EXERCISE PROMPT
Please go through the records below and return every line holding the word "roads".

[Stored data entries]
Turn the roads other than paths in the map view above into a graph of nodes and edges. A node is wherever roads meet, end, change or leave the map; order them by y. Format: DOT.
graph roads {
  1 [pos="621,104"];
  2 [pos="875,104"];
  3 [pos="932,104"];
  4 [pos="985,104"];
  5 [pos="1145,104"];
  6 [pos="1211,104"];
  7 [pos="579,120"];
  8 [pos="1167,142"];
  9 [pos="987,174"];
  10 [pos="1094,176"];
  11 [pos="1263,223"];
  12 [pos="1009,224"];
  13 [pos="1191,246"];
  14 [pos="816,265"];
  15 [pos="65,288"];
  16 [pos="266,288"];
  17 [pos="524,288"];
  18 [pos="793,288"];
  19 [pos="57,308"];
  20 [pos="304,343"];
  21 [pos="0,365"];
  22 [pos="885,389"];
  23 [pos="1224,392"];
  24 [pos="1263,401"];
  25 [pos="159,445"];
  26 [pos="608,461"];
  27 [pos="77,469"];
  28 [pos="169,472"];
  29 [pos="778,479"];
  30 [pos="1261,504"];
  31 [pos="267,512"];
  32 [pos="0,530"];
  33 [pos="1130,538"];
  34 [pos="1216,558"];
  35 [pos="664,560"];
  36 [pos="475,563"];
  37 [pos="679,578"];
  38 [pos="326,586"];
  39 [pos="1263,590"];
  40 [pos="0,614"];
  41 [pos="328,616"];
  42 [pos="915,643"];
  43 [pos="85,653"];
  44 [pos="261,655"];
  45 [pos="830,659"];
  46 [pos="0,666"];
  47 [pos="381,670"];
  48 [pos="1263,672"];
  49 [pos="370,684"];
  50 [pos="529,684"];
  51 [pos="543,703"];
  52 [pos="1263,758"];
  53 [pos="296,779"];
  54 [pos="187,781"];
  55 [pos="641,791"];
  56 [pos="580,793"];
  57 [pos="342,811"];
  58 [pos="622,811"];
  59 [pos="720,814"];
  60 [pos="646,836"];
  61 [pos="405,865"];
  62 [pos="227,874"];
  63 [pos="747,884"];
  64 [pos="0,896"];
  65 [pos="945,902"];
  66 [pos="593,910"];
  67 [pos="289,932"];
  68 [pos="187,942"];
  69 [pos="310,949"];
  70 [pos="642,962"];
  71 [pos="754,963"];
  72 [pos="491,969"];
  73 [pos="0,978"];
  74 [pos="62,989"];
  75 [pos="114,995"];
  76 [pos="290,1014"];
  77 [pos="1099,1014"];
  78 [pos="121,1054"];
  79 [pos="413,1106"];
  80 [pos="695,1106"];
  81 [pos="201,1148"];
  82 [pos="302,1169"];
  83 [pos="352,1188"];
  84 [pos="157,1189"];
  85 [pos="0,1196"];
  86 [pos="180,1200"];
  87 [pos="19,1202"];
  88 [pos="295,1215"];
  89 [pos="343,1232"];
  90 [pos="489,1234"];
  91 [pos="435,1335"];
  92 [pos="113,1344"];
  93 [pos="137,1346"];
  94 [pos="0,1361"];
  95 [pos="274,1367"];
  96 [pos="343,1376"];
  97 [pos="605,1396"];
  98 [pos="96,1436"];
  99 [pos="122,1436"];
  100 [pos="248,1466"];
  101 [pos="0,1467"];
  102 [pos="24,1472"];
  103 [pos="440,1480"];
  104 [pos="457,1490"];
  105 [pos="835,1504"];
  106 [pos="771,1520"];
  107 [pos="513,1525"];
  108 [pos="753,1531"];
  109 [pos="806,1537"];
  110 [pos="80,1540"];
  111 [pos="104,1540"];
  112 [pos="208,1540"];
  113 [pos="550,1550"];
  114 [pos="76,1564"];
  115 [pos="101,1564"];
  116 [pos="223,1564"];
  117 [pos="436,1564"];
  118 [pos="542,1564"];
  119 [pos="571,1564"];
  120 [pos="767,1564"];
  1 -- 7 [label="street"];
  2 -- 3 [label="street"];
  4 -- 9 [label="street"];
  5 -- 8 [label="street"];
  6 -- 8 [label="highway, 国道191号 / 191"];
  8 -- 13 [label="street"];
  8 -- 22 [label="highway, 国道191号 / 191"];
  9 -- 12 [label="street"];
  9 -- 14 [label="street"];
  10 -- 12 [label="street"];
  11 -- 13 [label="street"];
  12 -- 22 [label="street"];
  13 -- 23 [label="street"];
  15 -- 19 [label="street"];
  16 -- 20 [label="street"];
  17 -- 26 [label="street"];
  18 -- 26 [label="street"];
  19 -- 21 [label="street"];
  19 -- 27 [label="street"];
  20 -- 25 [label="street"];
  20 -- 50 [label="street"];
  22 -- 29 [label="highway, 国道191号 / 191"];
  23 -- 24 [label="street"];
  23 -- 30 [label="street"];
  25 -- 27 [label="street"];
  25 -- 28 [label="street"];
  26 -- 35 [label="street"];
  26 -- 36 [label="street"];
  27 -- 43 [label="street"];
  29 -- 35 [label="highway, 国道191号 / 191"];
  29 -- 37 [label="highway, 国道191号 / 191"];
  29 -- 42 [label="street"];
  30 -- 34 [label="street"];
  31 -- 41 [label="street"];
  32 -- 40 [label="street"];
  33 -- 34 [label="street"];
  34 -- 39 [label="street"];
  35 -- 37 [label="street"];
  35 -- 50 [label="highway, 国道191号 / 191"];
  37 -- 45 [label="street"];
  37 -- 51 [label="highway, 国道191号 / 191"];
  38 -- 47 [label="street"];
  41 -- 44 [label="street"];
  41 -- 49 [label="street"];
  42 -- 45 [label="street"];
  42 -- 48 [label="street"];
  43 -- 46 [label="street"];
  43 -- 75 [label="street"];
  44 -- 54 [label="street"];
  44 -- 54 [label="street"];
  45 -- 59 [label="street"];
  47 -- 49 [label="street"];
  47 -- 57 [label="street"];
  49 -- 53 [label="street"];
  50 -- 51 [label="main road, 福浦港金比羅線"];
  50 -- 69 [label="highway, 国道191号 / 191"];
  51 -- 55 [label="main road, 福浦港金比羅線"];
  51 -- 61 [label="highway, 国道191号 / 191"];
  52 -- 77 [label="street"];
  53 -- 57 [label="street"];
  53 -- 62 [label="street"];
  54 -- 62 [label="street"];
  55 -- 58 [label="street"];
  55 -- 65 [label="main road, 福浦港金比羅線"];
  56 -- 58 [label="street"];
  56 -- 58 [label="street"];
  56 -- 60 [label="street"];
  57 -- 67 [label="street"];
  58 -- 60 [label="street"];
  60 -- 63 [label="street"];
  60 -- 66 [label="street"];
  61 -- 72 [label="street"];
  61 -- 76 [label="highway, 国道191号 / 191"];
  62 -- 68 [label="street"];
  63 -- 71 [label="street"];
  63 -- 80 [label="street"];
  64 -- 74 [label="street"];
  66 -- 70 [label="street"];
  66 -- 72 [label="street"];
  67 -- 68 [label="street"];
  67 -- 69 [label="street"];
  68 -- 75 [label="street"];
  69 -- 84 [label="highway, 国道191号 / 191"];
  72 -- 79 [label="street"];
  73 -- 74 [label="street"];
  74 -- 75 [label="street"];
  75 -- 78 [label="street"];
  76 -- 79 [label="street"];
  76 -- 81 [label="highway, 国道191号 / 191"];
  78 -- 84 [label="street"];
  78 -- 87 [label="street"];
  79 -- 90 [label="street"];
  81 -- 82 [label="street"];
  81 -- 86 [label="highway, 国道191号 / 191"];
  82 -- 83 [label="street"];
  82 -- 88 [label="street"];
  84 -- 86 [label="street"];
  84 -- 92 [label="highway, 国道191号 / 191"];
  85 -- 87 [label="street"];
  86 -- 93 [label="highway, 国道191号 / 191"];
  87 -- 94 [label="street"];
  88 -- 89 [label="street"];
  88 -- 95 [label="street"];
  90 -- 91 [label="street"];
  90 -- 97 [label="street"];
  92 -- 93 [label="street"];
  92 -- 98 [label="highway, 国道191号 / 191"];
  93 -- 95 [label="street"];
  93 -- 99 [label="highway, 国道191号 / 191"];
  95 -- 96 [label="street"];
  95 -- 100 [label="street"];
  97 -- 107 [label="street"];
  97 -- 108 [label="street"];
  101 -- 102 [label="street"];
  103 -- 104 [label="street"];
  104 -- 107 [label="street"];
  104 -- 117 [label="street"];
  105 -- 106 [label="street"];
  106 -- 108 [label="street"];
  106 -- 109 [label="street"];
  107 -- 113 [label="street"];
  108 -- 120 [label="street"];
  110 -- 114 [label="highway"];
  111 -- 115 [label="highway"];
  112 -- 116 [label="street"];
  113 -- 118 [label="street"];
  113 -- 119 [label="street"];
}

PROBLEM SOLUTION
Turn the roads other than paths in the map view above into a graph of nodes and edges. A node is wherever roads meet, end, change or leave the map; order them by y. Format: DOT.
graph roads {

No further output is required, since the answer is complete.